Stored data entries
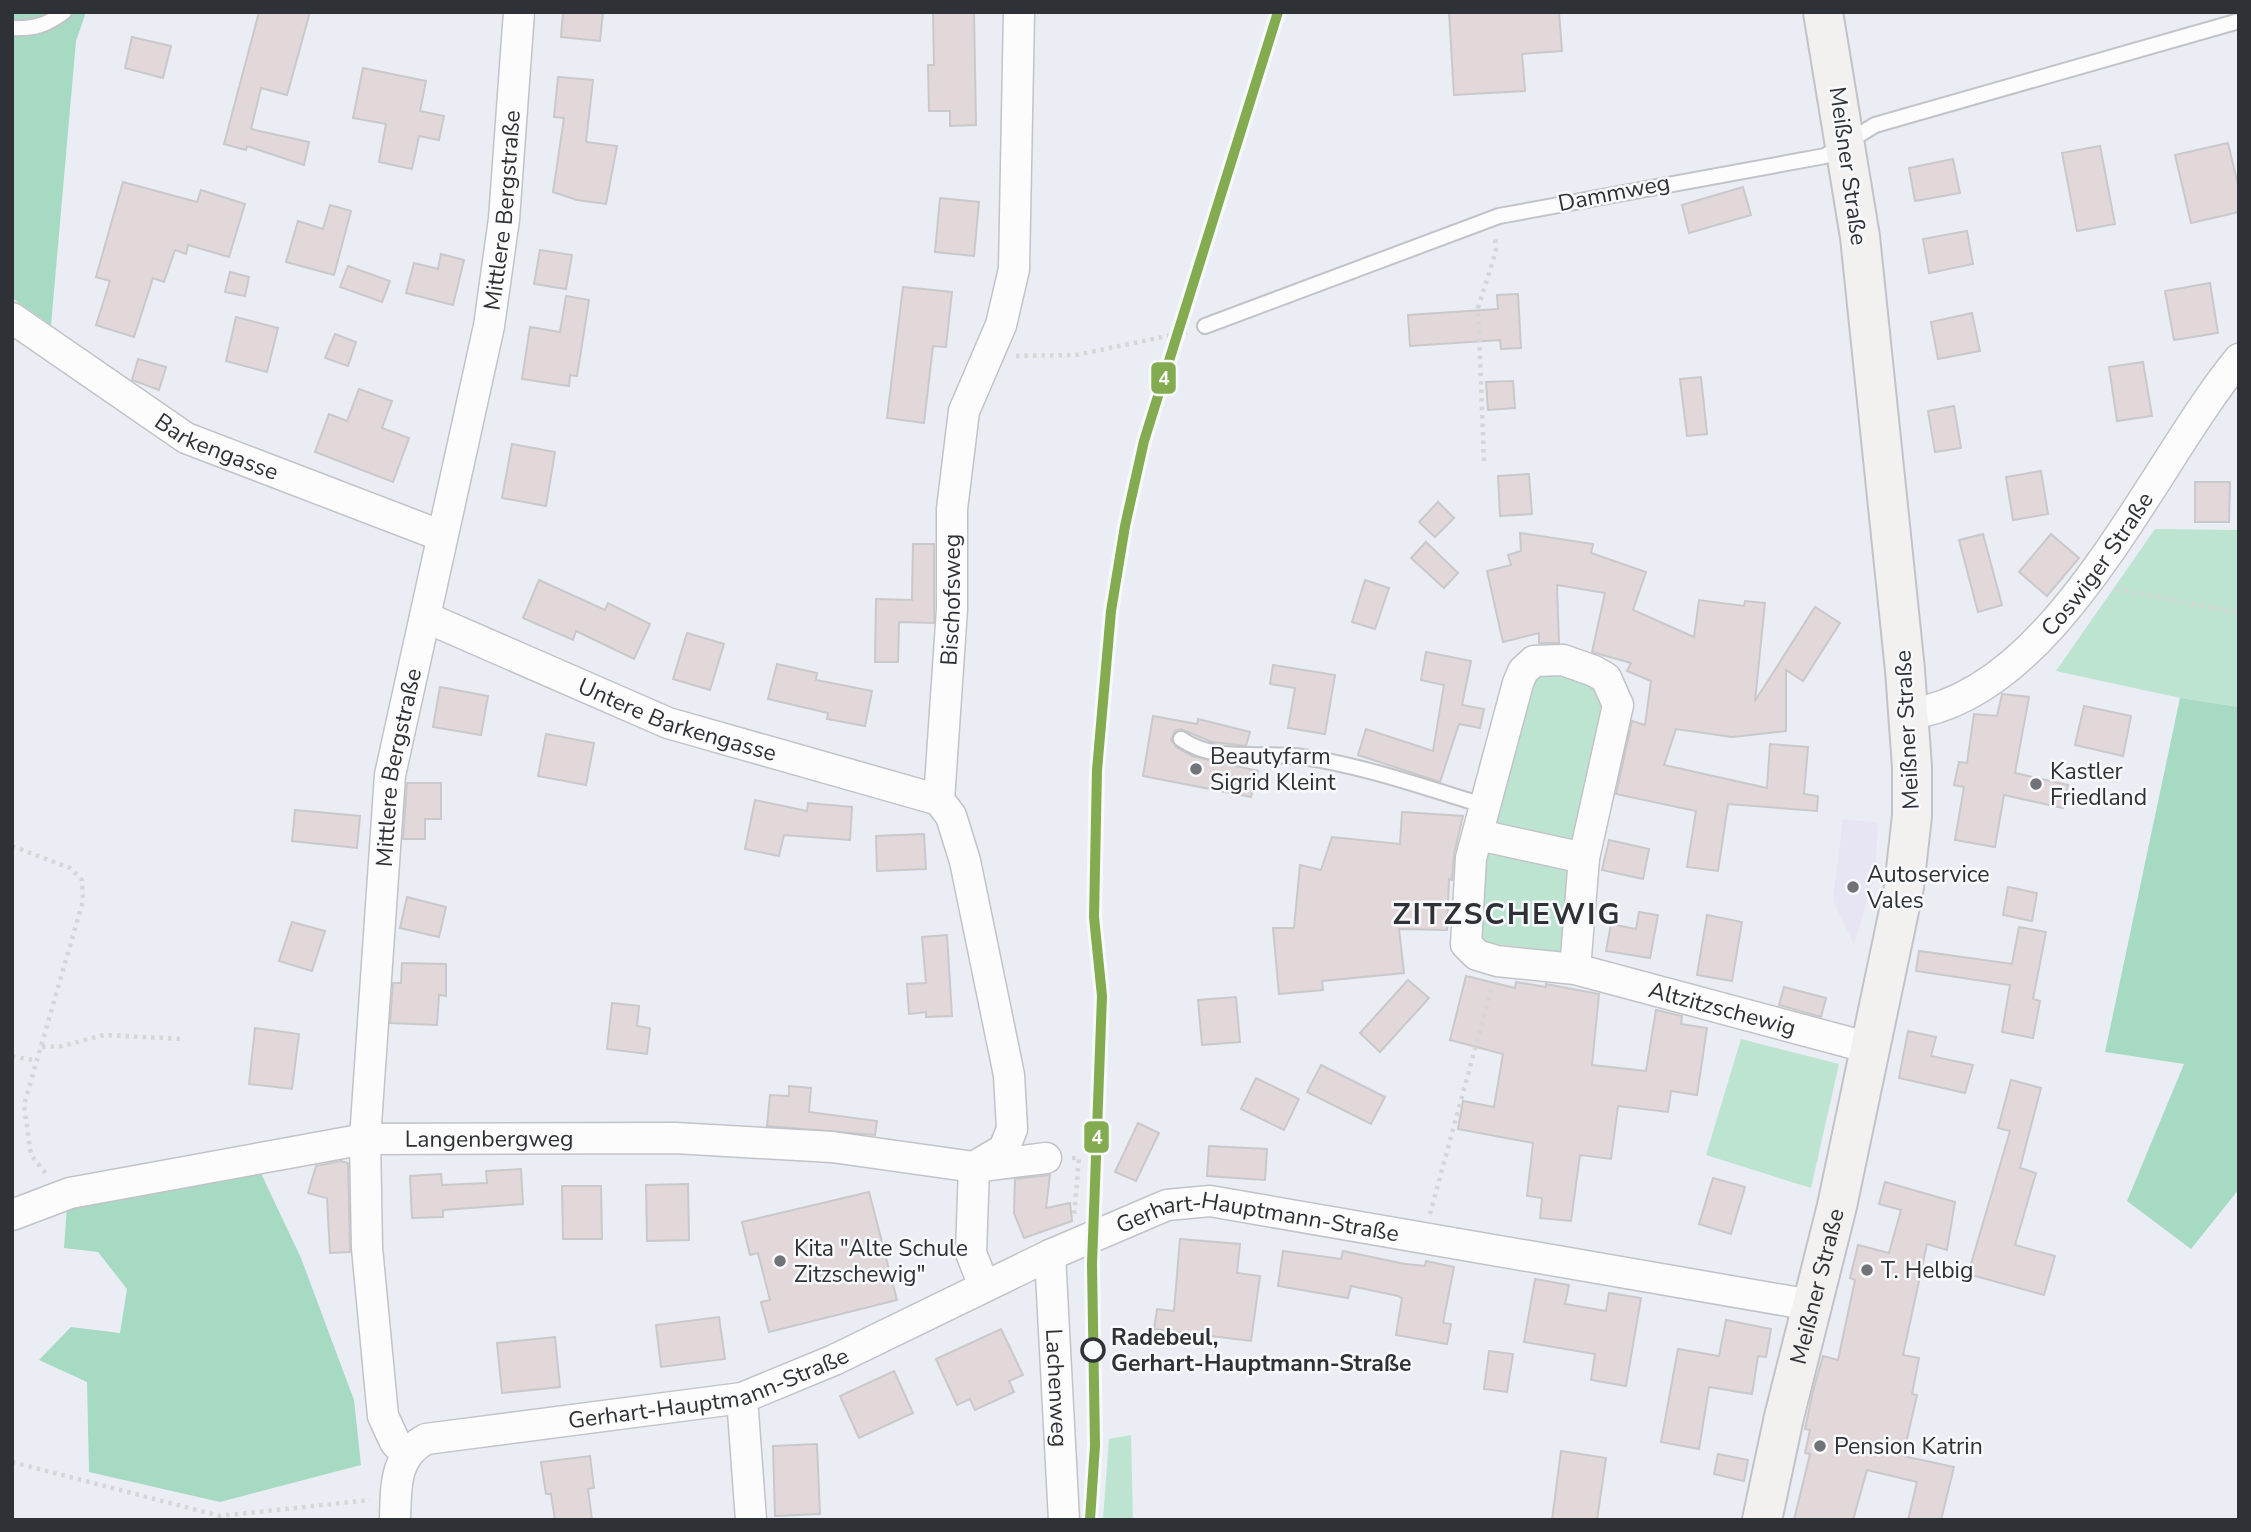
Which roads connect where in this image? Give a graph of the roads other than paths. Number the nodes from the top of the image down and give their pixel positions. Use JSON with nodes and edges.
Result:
{"nodes":[{"id":1,"x":64,"y":12,"type":"edge"},
{"id":2,"x":519,"y":12,"type":"edge"},
{"id":3,"x":1019,"y":12,"type":"edge"},
{"id":4,"x":1824,"y":12,"type":"edge"},
{"id":5,"x":2239,"y":21,"type":"edge"},
{"id":6,"x":12,"y":28,"type":"edge"},
{"id":7,"x":1847,"y":145,"type":"junction"},
{"id":8,"x":12,"y":318,"type":"edge"},
{"id":9,"x":1205,"y":326,"type":"road end"},
{"id":10,"x":2239,"y":359,"type":"edge"},
{"id":11,"x":442,"y":536,"type":"junction"},
{"id":12,"x":425,"y":617,"type":"junction"},
{"id":13,"x":1909,"y":714,"type":"junction"},
{"id":14,"x":1181,"y":739,"type":"dead end"},
{"id":15,"x":939,"y":800,"type":"junction"},
{"id":16,"x":1486,"y":806,"type":"junction"},
{"id":17,"x":1479,"y":835,"type":"junction"},
{"id":18,"x":1584,"y":858,"type":"junction"},
{"id":19,"x":1575,"y":969,"type":"junction"},
{"id":20,"x":1870,"y":1048,"type":"junction"},
{"id":21,"x":365,"y":1139,"type":"junction"},
{"id":22,"x":1046,"y":1158,"type":"road end"},
{"id":23,"x":974,"y":1167,"type":"junction"},
{"id":24,"x":12,"y":1214,"type":"edge"},
{"id":25,"x":1061,"y":1250,"type":"junction"},
{"id":26,"x":984,"y":1286,"type":"junction"},
{"id":27,"x":1811,"y":1305,"type":"junction"},
{"id":28,"x":742,"y":1398,"type":"junction"},
{"id":29,"x":406,"y":1454,"type":"junction"},
{"id":30,"x":395,"y":1510,"type":"edge"},
{"id":31,"x":751,"y":1520,"type":"edge"},
{"id":32,"x":1064,"y":1520,"type":"edge"},
{"id":33,"x":1762,"y":1520,"type":"edge"}],
"edges":[{"from":1,"to":6,"type":"lane"},
{"from":2,"to":11,"type":"street","name":"Mittlere Bergstraße"},
{"from":3,"to":15,"type":"street","name":"Bischofsweg"},
{"from":4,"to":7,"type":"main road","name":"Meißner Straße"},
{"from":5,"to":7,"type":"lane","name":"Dammweg"},
{"from":7,"to":9,"type":"lane","name":"Dammweg"},
{"from":7,"to":13,"type":"main road","name":"Meißner Straße"},
{"from":8,"to":11,"type":"street","name":"Barkengasse"},
{"from":10,"to":13,"type":"street","name":"Coswiger Straße"},
{"from":11,"to":12,"type":"street","name":"Mittlere Bergstraße"},
{"from":12,"to":15,"type":"street","name":"Untere Barkengasse"},
{"from":12,"to":21,"type":"street","name":"Mittlere Bergstraße"},
{"from":13,"to":20,"type":"main road","name":"Meißner Straße"},
{"from":14,"to":16,"type":"lane"},
{"from":15,"to":23,"type":"street"},
{"from":16,"to":17,"type":"street","name":"Altzitzschewig"},
{"from":16,"to":18,"type":"street","name":"Altzitzschewig"},
{"from":17,"to":18,"type":"street"},
{"from":17,"to":19,"type":"street","name":"Altzitzschewig"},
{"from":18,"to":19,"type":"street","name":"Altzitzschewig"},
{"from":19,"to":20,"type":"street","name":"Altzitzschewig"},
{"from":20,"to":27,"type":"main road","name":"Meißner Straße"},
{"from":21,"to":23,"type":"street","name":"Langenbergweg"},
{"from":21,"to":24,"type":"street","name":"Langenbergweg"},
{"from":21,"to":29,"type":"street","name":"Mittlere Bergstraße"},
{"from":22,"to":23,"type":"street"},
{"from":23,"to":26,"type":"street"},
{"from":25,"to":26,"type":"street","name":"Gerhart-Hauptmann-Straße"},
{"from":25,"to":27,"type":"street","name":"Gerhart-Hauptmann-Straße"},
{"from":25,"to":32,"type":"street","name":"Lachenweg"},
{"from":26,"to":28,"type":"street","name":"Gerhart-Hauptmann-Straße"},
{"from":27,"to":33,"type":"main road","name":"Meißner Straße"},
{"from":28,"to":29,"type":"street","name":"Gerhart-Hauptmann-Straße"},
{"from":28,"to":31,"type":"street"},
{"from":29,"to":30,"type":"street"}]}
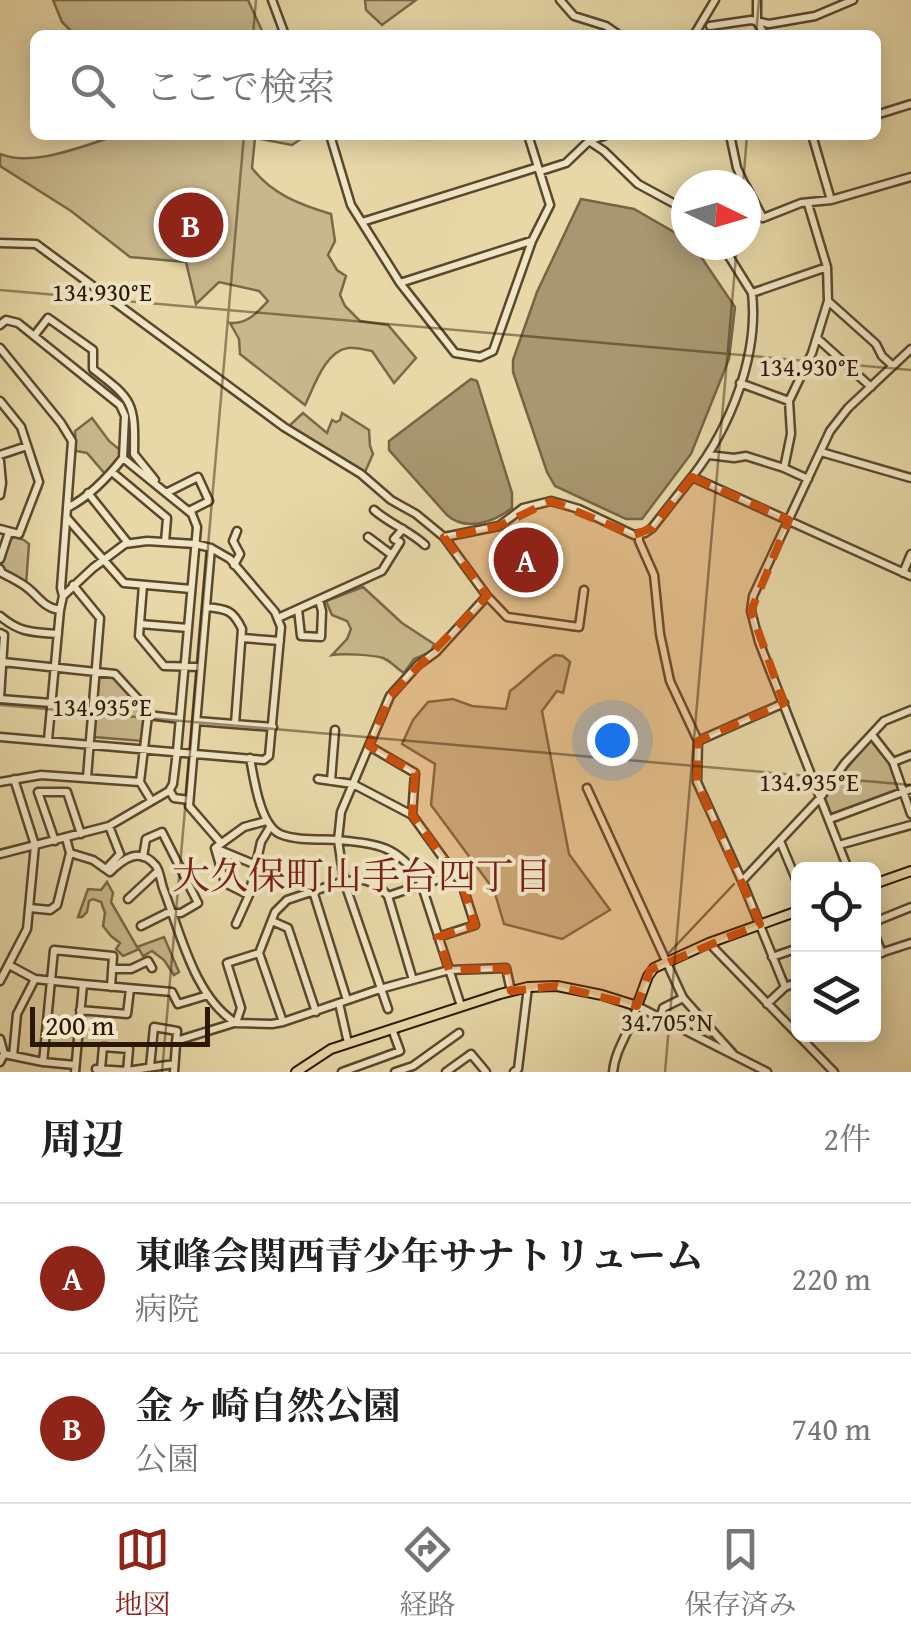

__WHAT THE TASK ASKS__
From the first line above to the last, reproduce the records exactly but without the pictures.

__ANSWER SECTION__
Which roads connect where in this image? Give a graph of the roads other than paths. Number the nodes from the top of the image down and give their pixel positions. Use JSON with nodes and edges.
Result:
{"nodes":[{"id":1,"x":64,"y":12,"type":"edge"},
{"id":2,"x":519,"y":12,"type":"edge"},
{"id":3,"x":1019,"y":12,"type":"edge"},
{"id":4,"x":1824,"y":12,"type":"edge"},
{"id":5,"x":2239,"y":21,"type":"edge"},
{"id":6,"x":12,"y":28,"type":"edge"},
{"id":7,"x":1847,"y":145,"type":"junction"},
{"id":8,"x":12,"y":318,"type":"edge"},
{"id":9,"x":1205,"y":326,"type":"road end"},
{"id":10,"x":2239,"y":359,"type":"edge"},
{"id":11,"x":442,"y":536,"type":"junction"},
{"id":12,"x":425,"y":617,"type":"junction"},
{"id":13,"x":1909,"y":714,"type":"junction"},
{"id":14,"x":1181,"y":739,"type":"dead end"},
{"id":15,"x":939,"y":800,"type":"junction"},
{"id":16,"x":1486,"y":806,"type":"junction"},
{"id":17,"x":1479,"y":835,"type":"junction"},
{"id":18,"x":1584,"y":858,"type":"junction"},
{"id":19,"x":1575,"y":969,"type":"junction"},
{"id":20,"x":1870,"y":1048,"type":"junction"},
{"id":21,"x":365,"y":1139,"type":"junction"},
{"id":22,"x":1046,"y":1158,"type":"road end"},
{"id":23,"x":974,"y":1167,"type":"junction"},
{"id":24,"x":12,"y":1214,"type":"edge"},
{"id":25,"x":1061,"y":1250,"type":"junction"},
{"id":26,"x":984,"y":1286,"type":"junction"},
{"id":27,"x":1811,"y":1305,"type":"junction"},
{"id":28,"x":742,"y":1398,"type":"junction"},
{"id":29,"x":406,"y":1454,"type":"junction"},
{"id":30,"x":395,"y":1510,"type":"edge"},
{"id":31,"x":751,"y":1520,"type":"edge"},
{"id":32,"x":1064,"y":1520,"type":"edge"},
{"id":33,"x":1762,"y":1520,"type":"edge"}],
"edges":[{"from":1,"to":6,"type":"lane"},
{"from":2,"to":11,"type":"street","name":"Mittlere Bergstraße"},
{"from":3,"to":15,"type":"street","name":"Bischofsweg"},
{"from":4,"to":7,"type":"main road","name":"Meißner Straße"},
{"from":5,"to":7,"type":"lane","name":"Dammweg"},
{"from":7,"to":9,"type":"lane","name":"Dammweg"},
{"from":7,"to":13,"type":"main road","name":"Meißner Straße"},
{"from":8,"to":11,"type":"street","name":"Barkengasse"},
{"from":10,"to":13,"type":"street","name":"Coswiger Straße"},
{"from":11,"to":12,"type":"street","name":"Mittlere Bergstraße"},
{"from":12,"to":15,"type":"street","name":"Untere Barkengasse"},
{"from":12,"to":21,"type":"street","name":"Mittlere Bergstraße"},
{"from":13,"to":20,"type":"main road","name":"Meißner Straße"},
{"from":14,"to":16,"type":"lane"},
{"from":15,"to":23,"type":"street"},
{"from":16,"to":17,"type":"street","name":"Altzitzschewig"},
{"from":16,"to":18,"type":"street","name":"Altzitzschewig"},
{"from":17,"to":18,"type":"street"},
{"from":17,"to":19,"type":"street","name":"Altzitzschewig"},
{"from":18,"to":19,"type":"street","name":"Altzitzschewig"},
{"from":19,"to":20,"type":"street","name":"Altzitzschewig"},
{"from":20,"to":27,"type":"main road","name":"Meißner Straße"},
{"from":21,"to":23,"type":"street","name":"Langenbergweg"},
{"from":21,"to":24,"type":"street","name":"Langenbergweg"},
{"from":21,"to":29,"type":"street","name":"Mittlere Bergstraße"},
{"from":22,"to":23,"type":"street"},
{"from":23,"to":26,"type":"street"},
{"from":25,"to":26,"type":"street","name":"Gerhart-Hauptmann-Straße"},
{"from":25,"to":27,"type":"street","name":"Gerhart-Hauptmann-Straße"},
{"from":25,"to":32,"type":"street","name":"Lachenweg"},
{"from":26,"to":28,"type":"street","name":"Gerhart-Hauptmann-Straße"},
{"from":27,"to":33,"type":"main road","name":"Meißner Straße"},
{"from":28,"to":29,"type":"street","name":"Gerhart-Hauptmann-Straße"},
{"from":28,"to":31,"type":"street"},
{"from":29,"to":30,"type":"street"}]}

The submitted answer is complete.